- _Instructions for the task_: Starting at the line that contains "ring pip: (1070, 802)" and stopping at the line that contains "ring tip: (799, 816)", restate each line of the records below exactly. Omit the pictures.

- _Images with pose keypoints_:
=== Begin Enclosure ===

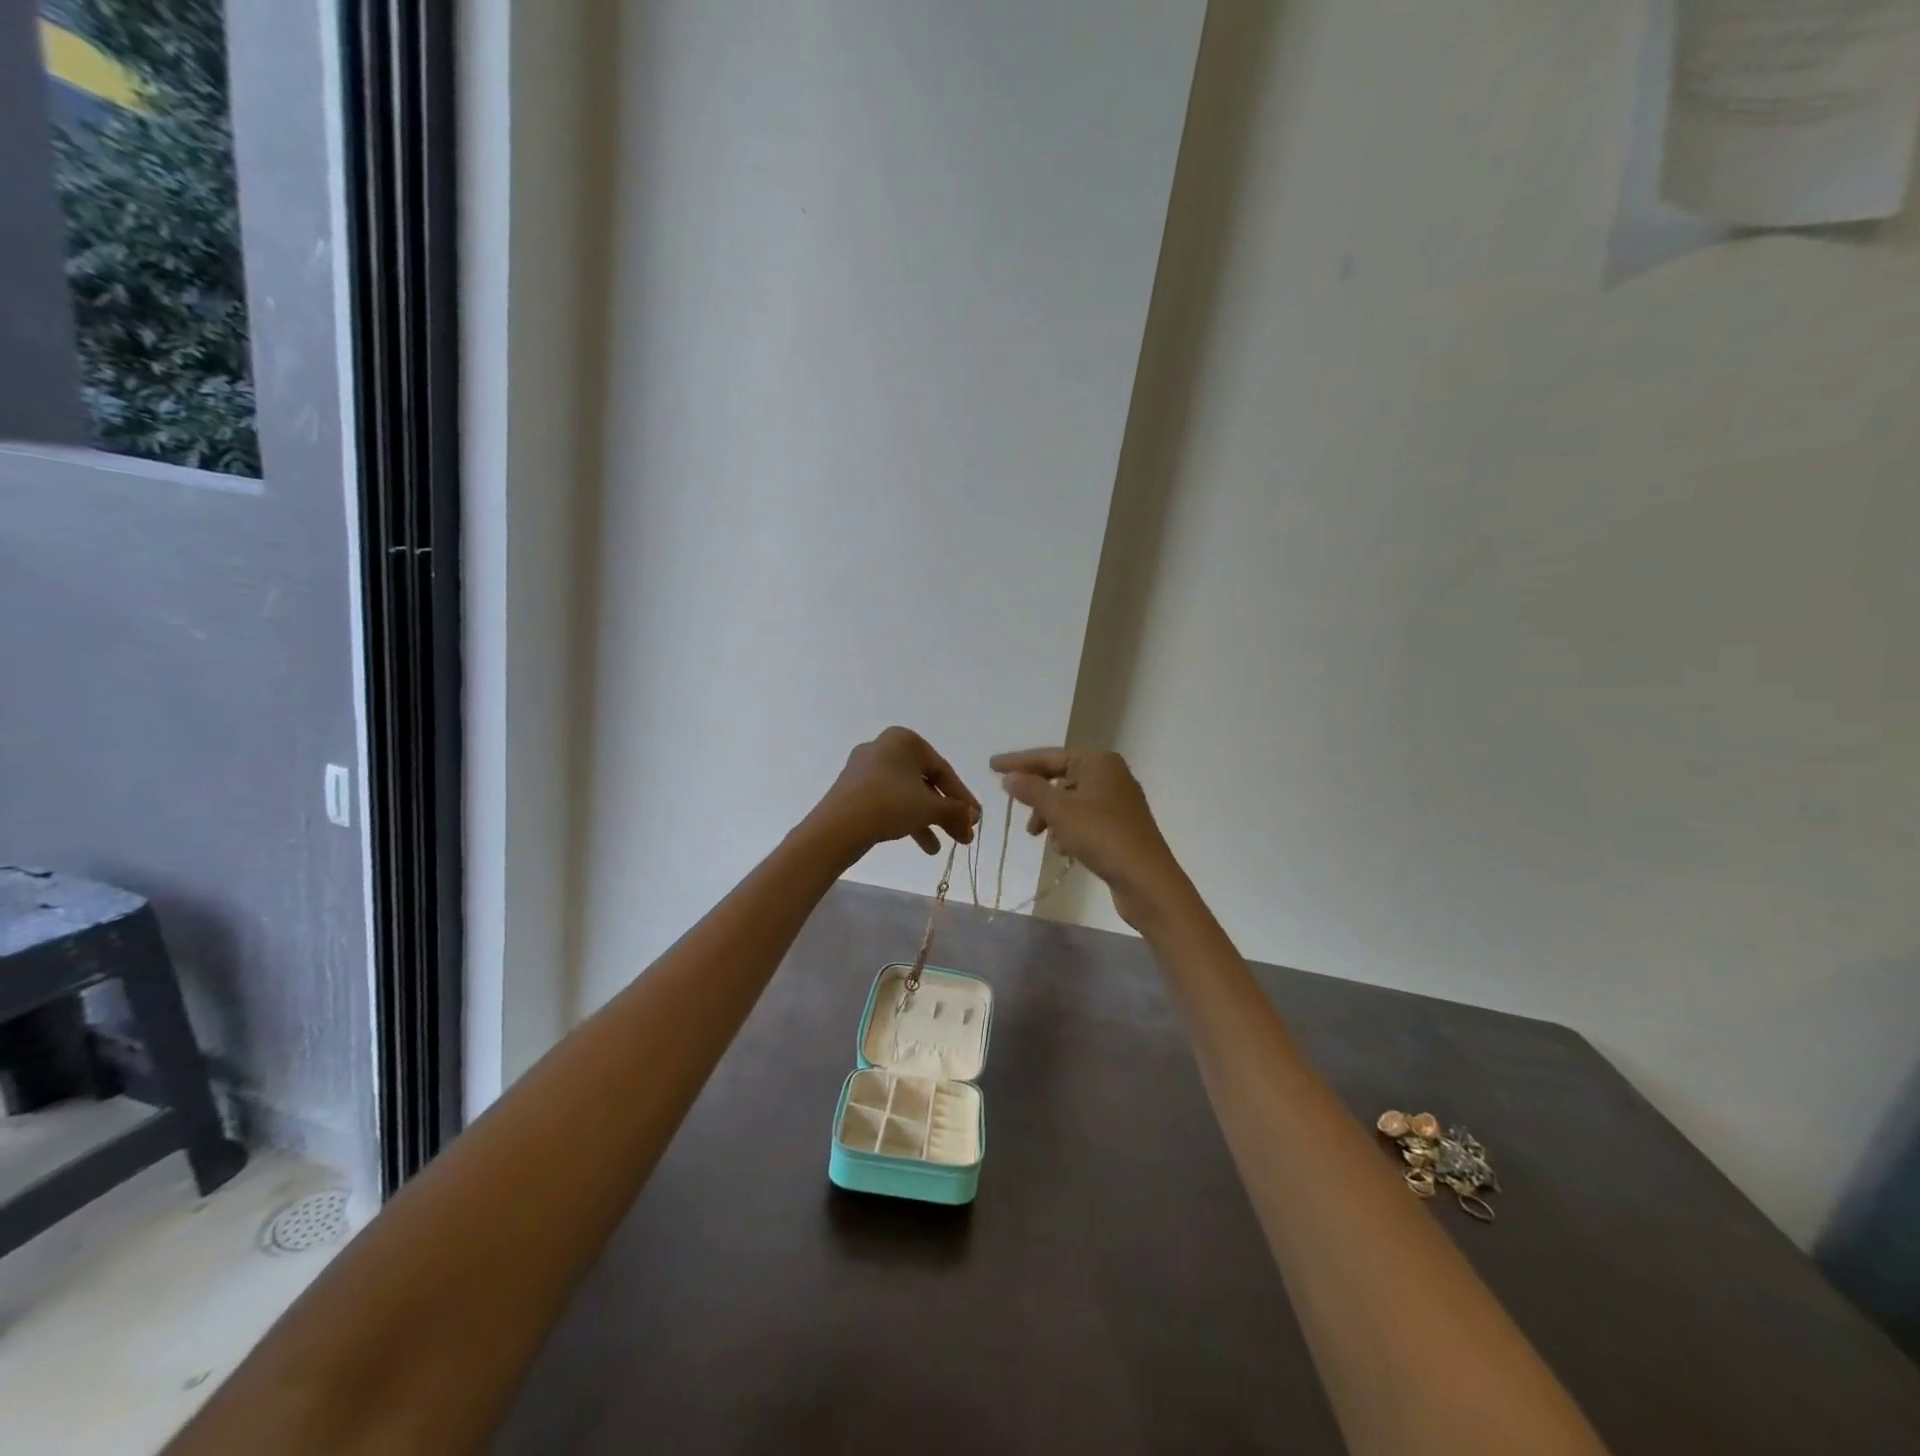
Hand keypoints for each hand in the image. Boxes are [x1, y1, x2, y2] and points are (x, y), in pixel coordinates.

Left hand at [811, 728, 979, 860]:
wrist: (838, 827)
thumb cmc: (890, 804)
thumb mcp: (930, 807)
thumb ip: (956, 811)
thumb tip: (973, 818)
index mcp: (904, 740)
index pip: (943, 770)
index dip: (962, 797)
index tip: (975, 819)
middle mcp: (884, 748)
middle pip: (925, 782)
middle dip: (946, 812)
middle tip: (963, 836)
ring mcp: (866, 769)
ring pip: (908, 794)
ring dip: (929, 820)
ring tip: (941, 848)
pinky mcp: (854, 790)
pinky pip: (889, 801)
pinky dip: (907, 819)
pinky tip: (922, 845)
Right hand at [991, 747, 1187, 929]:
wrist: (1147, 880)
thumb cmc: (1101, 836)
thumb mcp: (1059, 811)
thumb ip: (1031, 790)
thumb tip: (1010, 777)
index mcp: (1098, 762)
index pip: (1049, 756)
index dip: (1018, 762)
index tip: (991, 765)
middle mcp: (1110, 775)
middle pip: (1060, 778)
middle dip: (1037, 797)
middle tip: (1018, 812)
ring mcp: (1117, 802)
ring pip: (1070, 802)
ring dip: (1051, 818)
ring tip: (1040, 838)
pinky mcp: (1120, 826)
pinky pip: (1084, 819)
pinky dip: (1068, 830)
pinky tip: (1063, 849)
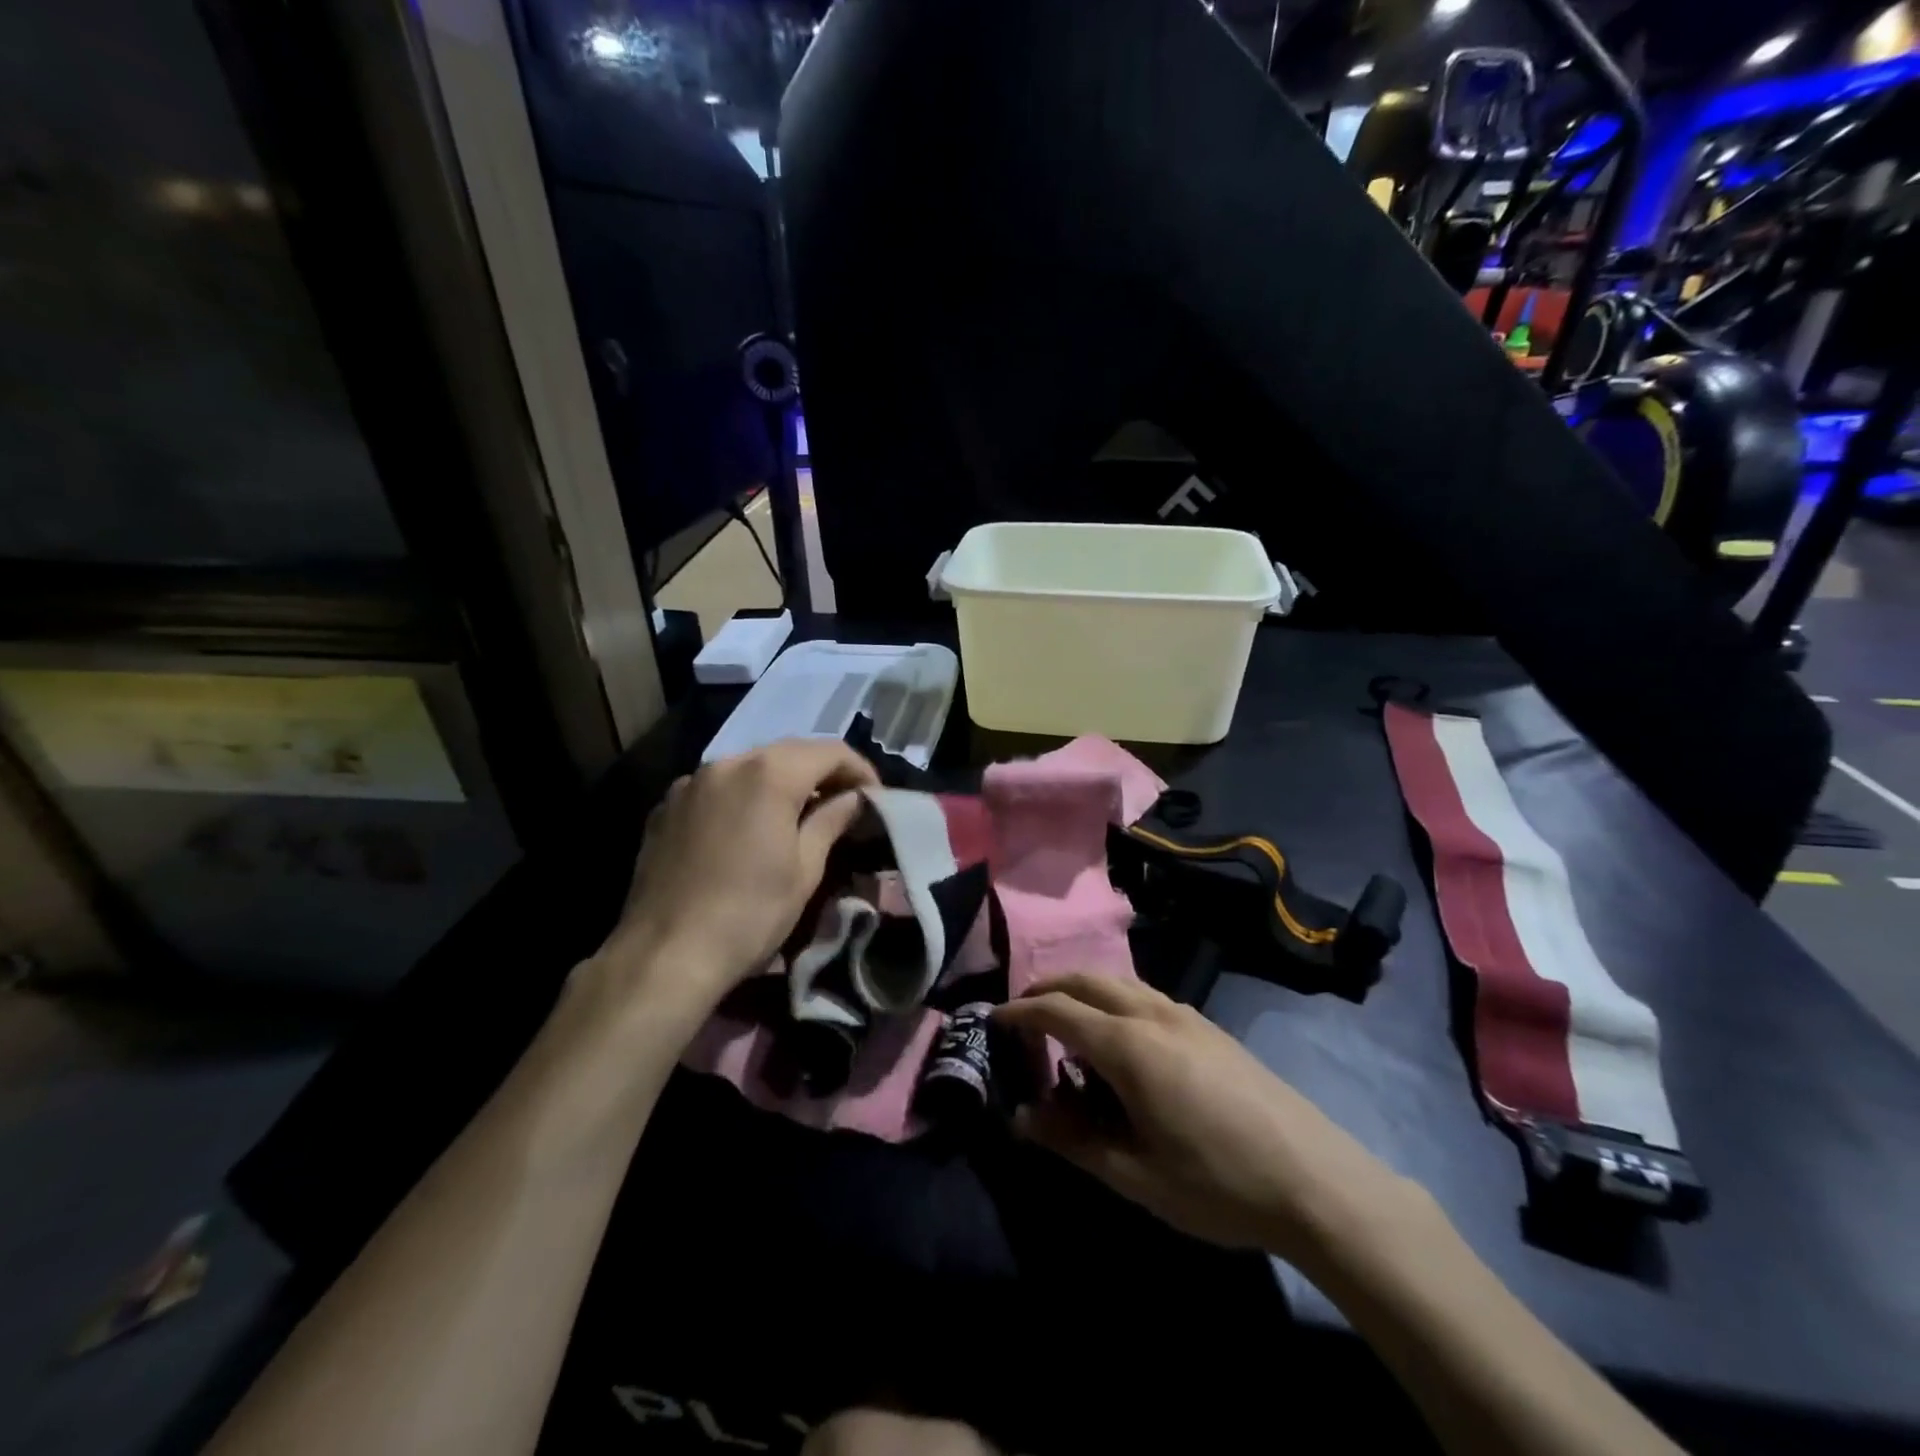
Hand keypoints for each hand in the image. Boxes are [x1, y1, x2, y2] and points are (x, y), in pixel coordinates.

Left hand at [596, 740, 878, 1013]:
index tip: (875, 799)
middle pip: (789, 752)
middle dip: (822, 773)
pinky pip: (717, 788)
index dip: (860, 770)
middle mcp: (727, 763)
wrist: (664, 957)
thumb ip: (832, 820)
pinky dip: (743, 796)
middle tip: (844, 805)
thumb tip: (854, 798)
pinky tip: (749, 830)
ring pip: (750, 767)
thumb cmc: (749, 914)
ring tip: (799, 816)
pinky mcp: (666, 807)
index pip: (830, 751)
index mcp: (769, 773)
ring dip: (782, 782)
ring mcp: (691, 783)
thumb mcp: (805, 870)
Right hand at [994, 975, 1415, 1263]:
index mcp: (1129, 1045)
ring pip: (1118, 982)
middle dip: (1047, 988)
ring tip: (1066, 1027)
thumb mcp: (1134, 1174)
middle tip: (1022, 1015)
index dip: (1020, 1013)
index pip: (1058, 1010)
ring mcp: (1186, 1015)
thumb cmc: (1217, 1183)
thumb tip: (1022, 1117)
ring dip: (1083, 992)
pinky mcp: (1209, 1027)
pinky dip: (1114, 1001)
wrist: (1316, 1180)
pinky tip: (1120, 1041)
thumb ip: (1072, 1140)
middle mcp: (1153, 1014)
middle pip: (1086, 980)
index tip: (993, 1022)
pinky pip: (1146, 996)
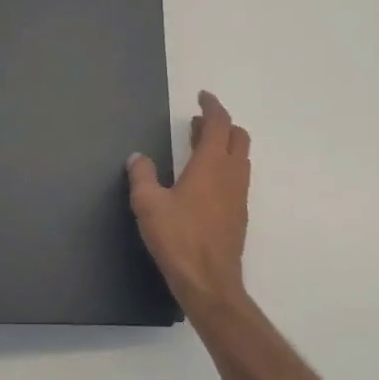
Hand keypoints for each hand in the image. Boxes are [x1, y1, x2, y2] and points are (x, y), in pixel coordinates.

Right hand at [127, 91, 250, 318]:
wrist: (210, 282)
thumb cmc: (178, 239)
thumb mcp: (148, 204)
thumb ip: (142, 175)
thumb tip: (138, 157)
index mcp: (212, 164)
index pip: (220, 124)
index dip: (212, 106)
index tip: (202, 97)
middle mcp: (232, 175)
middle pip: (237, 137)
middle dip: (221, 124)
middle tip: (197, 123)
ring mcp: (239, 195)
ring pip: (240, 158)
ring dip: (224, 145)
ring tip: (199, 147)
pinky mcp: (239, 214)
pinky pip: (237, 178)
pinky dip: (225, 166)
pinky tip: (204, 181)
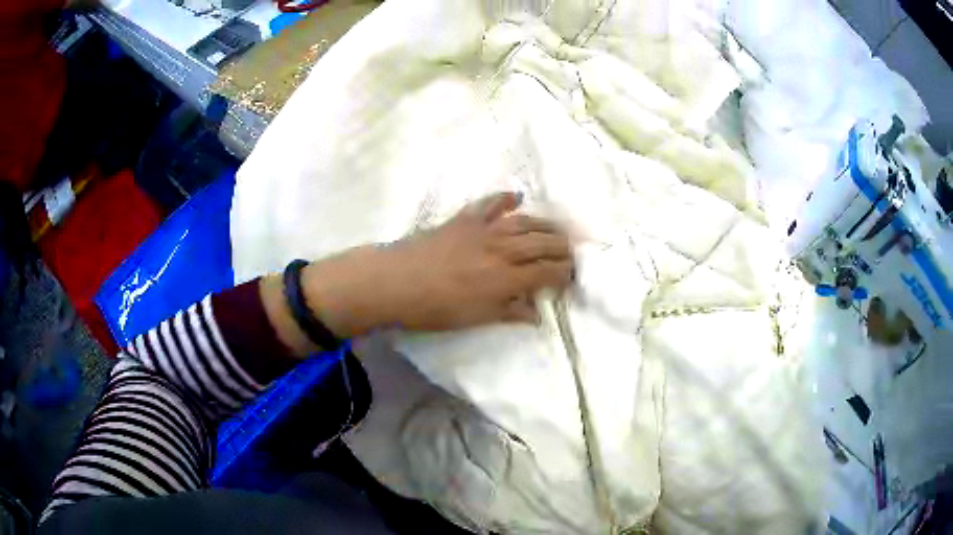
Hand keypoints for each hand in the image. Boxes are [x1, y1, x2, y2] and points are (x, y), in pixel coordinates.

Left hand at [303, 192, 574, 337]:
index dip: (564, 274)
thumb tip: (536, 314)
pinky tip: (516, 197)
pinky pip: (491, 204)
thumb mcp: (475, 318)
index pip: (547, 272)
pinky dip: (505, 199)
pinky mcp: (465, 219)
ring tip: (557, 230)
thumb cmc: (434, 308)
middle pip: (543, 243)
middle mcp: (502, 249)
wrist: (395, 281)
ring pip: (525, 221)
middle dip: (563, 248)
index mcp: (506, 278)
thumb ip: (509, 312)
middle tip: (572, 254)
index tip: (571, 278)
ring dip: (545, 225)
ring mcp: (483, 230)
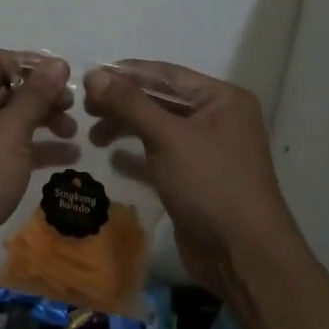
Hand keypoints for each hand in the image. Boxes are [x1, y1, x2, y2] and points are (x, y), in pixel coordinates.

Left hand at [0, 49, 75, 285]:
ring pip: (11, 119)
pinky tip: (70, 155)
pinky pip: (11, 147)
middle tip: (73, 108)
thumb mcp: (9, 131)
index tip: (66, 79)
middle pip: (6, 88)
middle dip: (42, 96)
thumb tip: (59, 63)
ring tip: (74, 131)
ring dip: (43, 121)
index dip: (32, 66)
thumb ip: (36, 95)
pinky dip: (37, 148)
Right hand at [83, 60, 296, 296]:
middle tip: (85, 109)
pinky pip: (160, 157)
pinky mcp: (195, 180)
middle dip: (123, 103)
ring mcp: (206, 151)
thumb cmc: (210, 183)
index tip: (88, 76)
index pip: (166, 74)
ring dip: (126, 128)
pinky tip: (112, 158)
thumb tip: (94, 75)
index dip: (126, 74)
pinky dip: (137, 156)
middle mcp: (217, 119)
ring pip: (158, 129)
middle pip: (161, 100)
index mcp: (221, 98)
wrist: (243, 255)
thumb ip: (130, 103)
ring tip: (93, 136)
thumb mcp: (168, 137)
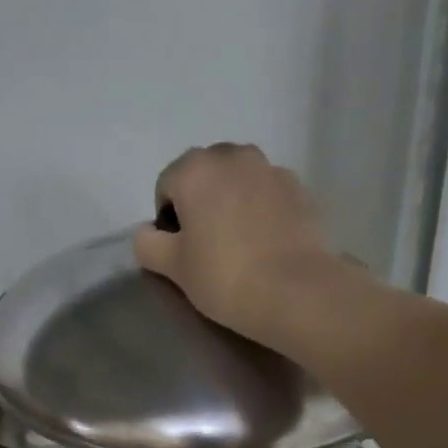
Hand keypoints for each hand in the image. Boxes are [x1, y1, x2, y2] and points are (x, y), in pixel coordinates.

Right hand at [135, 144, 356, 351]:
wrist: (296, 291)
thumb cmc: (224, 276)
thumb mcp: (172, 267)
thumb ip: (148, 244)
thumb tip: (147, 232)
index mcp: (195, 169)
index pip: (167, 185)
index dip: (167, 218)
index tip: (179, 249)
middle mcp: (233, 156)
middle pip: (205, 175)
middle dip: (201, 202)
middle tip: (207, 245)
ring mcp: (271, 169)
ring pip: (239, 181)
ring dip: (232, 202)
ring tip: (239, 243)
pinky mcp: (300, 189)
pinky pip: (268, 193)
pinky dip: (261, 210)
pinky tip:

=== End Enclosure ===

- _Written answer_:
ring pip: (1070, 802)
ring dip: (1051, 818)
ring tip: (1040, 838)
pinky mcp: (1120, 826)
pinky pip: (1084, 819)
pinky dip: (1068, 830)
pinky tip: (1063, 849)
Hand keypoints for each hand in the image. Boxes are [x1, y1, x2, y2] and points are (x, y), in pixel coordinates.

Left hand at [596, 740, 878, 1013]:
index tip: (875, 799)
middle pip: (789, 752)
middle dip: (822, 773)
pinky pip: (717, 788)
index dip: (860, 770)
middle mcp: (727, 763)
wrist: (664, 957)
thumb ip: (832, 820)
pinky dip: (743, 796)
middle tip: (844, 805)
thumb tip: (854, 798)
pinky tip: (749, 830)
ring pip: (750, 767)
thumb cmc: (749, 914)
ring tip: (799, 816)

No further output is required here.